# Pandas library - storing and manipulating data in "dataframes" (tables)

### Introduction to Pandas
Pandas is a Python package providing fast, flexible, and expressive data structures designed to work with relational or labeled data both.Think of Pandas as a Python version of Excel

It is a fundamental high-level building block for doing practical, real world data analysis in Python.Pandas is well suited for:

pandas is well suited for:

* Tabular data with heterogeneously-typed columns, as in an SQL table or Excel spreadsheet
* Ordered and unordered (not necessarily fixed-frequency) time series data.
* Arbitrary matrix data (homogeneously typed or heterogeneous) with row and column labels
* Any other form of observational / statistical data sets. The data actually need not be labeled at all to be placed into a pandas data structure


In [None]:
import pandas as pd

### Reading from CSV file into dataframe

A DataFrame is a tabular data structure, encapsulating multiple series like columns in a spreadsheet. Data are stored internally as a 2-dimensional object, but the DataFrame allows us to represent and manipulate higher-dimensional data.

In [None]:
cities = pd.read_csv('data/Cities.csv')


In [None]:
# List all the columns in the DataFrame
cities.columns

In [None]:
# We can use the len function again here to see how many columns there are in the dataframe: 213
len(cities)

In [None]:
# Let view the first few rows 
cities.head()

Notice that read_csv automatically considered the first row in the file to be a header row.
We can override default behavior by customizing some the arguments, like header, names or index_col.

In [None]:
# View Last 10 rows
cities.tail(10)

We can also inspect the format for our columns. We can see that some are integers, some are 'float' (can have a decimal), and some are 'objects' (text).
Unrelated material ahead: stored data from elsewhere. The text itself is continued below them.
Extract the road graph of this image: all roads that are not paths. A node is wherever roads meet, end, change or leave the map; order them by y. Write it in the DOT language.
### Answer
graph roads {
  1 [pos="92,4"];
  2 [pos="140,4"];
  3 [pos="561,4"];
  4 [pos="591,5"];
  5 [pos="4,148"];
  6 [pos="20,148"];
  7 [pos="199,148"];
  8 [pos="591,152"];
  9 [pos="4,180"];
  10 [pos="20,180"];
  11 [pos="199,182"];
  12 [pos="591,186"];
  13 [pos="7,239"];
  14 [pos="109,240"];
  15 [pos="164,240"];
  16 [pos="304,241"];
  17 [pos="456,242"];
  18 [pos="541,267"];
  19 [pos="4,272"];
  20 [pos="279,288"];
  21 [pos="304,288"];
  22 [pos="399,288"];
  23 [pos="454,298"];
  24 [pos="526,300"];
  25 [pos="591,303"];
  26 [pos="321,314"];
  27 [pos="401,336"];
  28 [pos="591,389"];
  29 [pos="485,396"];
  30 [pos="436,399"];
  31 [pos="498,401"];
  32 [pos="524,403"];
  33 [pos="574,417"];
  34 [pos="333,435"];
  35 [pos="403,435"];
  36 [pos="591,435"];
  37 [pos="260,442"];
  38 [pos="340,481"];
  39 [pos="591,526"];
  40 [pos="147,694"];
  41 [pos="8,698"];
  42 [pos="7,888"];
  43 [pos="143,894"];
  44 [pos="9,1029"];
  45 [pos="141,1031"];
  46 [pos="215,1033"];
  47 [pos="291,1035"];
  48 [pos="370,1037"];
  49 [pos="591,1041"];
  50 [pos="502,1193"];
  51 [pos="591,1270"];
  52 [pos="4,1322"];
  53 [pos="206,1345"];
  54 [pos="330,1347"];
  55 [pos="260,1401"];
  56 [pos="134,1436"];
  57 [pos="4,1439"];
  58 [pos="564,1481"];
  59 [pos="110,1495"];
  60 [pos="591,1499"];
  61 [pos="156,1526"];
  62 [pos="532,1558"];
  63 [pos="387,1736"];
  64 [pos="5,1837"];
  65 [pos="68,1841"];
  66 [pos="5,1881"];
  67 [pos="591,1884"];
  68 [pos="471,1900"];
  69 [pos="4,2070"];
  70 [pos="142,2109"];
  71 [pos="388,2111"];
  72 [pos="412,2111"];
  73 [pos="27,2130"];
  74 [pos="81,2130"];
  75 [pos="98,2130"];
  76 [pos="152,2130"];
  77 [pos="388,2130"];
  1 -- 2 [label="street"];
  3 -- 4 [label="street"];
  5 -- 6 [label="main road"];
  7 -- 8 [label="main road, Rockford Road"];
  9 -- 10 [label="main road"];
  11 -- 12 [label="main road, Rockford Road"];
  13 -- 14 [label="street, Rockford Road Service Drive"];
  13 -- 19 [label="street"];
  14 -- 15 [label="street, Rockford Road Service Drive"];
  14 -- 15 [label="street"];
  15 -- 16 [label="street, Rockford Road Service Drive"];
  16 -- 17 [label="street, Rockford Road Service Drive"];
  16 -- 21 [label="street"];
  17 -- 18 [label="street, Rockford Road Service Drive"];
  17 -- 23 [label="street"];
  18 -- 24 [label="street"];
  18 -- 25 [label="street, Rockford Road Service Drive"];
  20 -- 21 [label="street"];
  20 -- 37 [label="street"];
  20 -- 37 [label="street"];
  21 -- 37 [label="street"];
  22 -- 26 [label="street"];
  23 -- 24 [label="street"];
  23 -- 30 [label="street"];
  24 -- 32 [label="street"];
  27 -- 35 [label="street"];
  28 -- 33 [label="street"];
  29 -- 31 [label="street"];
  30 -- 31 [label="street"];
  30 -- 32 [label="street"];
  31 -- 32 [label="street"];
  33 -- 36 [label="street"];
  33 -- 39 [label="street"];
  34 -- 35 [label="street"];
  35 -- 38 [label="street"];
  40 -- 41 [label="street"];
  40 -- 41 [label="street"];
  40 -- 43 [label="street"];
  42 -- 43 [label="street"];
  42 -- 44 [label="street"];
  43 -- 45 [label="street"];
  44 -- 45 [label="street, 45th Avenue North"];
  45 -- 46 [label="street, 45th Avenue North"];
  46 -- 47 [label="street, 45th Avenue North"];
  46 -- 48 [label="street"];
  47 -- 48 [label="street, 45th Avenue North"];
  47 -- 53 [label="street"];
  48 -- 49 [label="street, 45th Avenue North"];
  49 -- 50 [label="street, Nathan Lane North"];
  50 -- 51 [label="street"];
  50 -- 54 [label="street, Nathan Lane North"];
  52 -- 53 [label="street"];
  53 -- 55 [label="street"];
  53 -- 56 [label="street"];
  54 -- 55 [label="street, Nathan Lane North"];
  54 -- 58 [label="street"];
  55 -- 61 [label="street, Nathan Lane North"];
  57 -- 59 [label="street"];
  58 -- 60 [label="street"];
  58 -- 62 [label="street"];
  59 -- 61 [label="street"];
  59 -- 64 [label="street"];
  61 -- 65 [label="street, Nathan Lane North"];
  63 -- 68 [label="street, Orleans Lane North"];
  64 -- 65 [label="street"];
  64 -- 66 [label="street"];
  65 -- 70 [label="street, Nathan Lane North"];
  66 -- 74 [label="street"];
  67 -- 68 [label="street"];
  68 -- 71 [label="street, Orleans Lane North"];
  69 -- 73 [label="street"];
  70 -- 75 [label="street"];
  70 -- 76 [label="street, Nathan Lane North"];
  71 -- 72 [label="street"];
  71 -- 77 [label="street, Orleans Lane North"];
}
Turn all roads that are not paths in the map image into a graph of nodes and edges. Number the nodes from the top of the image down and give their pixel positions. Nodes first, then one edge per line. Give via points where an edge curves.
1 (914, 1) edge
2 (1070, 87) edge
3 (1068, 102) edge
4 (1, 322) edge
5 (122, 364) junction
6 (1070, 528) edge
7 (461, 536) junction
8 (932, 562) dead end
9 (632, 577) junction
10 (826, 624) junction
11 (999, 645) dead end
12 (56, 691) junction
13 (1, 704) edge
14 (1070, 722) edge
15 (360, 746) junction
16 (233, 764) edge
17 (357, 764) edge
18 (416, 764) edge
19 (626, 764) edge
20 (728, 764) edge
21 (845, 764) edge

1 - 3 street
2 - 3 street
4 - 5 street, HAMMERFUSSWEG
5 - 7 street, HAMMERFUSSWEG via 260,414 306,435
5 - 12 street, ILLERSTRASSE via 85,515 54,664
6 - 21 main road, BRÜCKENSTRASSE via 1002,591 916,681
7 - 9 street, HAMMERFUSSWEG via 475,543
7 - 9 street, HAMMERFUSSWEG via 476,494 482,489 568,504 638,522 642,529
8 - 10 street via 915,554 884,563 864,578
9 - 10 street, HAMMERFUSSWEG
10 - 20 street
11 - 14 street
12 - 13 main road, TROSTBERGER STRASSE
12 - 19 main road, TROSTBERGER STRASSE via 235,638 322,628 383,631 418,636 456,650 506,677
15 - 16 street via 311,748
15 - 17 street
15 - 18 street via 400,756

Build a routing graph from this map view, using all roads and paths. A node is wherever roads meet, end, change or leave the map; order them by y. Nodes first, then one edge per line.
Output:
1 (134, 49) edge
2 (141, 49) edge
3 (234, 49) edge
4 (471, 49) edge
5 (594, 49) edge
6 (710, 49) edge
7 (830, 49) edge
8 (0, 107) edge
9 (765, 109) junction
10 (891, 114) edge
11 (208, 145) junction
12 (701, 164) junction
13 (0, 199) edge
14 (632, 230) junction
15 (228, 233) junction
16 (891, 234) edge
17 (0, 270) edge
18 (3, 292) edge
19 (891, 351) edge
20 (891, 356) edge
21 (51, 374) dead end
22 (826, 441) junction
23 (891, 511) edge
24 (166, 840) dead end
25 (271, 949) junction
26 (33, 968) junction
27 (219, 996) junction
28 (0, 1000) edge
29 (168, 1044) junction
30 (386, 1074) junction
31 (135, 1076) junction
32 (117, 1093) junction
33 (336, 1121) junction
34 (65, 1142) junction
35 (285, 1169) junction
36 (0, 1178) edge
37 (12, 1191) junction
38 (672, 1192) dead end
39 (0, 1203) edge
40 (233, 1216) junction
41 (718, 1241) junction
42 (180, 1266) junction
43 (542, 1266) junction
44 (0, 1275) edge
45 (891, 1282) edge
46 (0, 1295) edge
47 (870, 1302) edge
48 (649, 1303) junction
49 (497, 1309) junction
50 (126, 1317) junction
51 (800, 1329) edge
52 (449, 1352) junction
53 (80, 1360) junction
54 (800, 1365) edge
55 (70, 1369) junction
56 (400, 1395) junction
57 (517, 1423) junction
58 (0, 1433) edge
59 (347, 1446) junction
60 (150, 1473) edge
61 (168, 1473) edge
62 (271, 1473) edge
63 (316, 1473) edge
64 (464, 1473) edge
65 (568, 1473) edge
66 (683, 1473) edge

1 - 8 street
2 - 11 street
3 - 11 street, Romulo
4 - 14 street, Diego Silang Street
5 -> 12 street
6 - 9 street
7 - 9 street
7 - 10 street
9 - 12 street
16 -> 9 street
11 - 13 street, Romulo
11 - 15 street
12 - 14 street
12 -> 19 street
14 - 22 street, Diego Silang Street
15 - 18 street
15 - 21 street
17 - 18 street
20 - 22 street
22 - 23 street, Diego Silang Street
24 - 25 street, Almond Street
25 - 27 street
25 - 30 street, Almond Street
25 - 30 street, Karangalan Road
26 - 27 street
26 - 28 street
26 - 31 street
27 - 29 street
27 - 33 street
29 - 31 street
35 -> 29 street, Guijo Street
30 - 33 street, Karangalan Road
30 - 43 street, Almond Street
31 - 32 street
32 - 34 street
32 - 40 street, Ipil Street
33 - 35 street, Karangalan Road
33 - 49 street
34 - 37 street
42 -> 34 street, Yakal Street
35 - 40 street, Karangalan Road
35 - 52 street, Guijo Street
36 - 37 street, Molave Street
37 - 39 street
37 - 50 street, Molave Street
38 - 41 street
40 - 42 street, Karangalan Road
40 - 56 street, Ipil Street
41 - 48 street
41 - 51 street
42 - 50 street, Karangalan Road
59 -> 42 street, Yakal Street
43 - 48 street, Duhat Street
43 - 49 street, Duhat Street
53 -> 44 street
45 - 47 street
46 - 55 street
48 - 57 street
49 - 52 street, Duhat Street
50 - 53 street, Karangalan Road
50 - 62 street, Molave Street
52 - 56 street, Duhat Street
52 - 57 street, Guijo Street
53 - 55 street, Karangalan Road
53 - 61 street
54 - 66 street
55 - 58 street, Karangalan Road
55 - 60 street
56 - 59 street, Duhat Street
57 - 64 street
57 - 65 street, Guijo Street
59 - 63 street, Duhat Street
If you have a identifying text variable that has accidentally been imported as a float, for instance, that could cause problems down the road, so you should fix it before continuing.

In [None]:
cities.dtypes

### Adding column
Let us another column that we take temperature in Farenheight

In [None]:
cities['tempF']=cities['temperature']*9/5+32

In [None]:
cities.head()

### <font color="green">Your Turn</font>

In [None]:
## Try to add another column that convert the temperature in F back to centigrades and name it tempC


### Dropping Column
 Suppose we want to delete the tempF column

In [None]:
cities.drop('tempF', axis=1, inplace=True)
cities.head()

### Note:
 1. axis=1 denotes that we are referring to a column, not a row
 2. inplace=True means that the changes are saved to the df right away

### <font color="green">Your Turn</font>

In [None]:
# Drop the tempC column you created before

### Slicing Subsets of Rows and Columns in Python

In [None]:
# Selecting a single column - returns a 'series'
cities.city
# Also show cities['temperature']

In [None]:
# Selecting multiple columns - returns a dataframe
cities[['city','temperature']]


In [None]:
# Selecting rows by number
cities[15:20]
# Show cities[:8] and cities[200:]

### Position Based Selection of columns and lows
Now, sometimes, you don’t have row or column labels. In such case you will have to rely on position based indexing implemented with iloc instead of loc: 
>.loc for label-based indexing

>.iloc for positional indexing

In [None]:
# And here is how to slice a column:
cities.loc[: , "temperature"]

# cities.iloc[:,4] # postion indexing 



In [None]:
# To extract only a row you would do the inverse:
cities.iloc[4,:]

In [None]:
## Select first four rows(including header) and first three column (including SN)
cities.iloc[0:3,0:2]

In [None]:
# Select only the first two column
cities.iloc[:,0:2]

In [None]:
# Select Countries and temperature
cities.iloc[:,[1, 4]]

### <font color="green">Your Turn</font>

* What happens when you type the code below?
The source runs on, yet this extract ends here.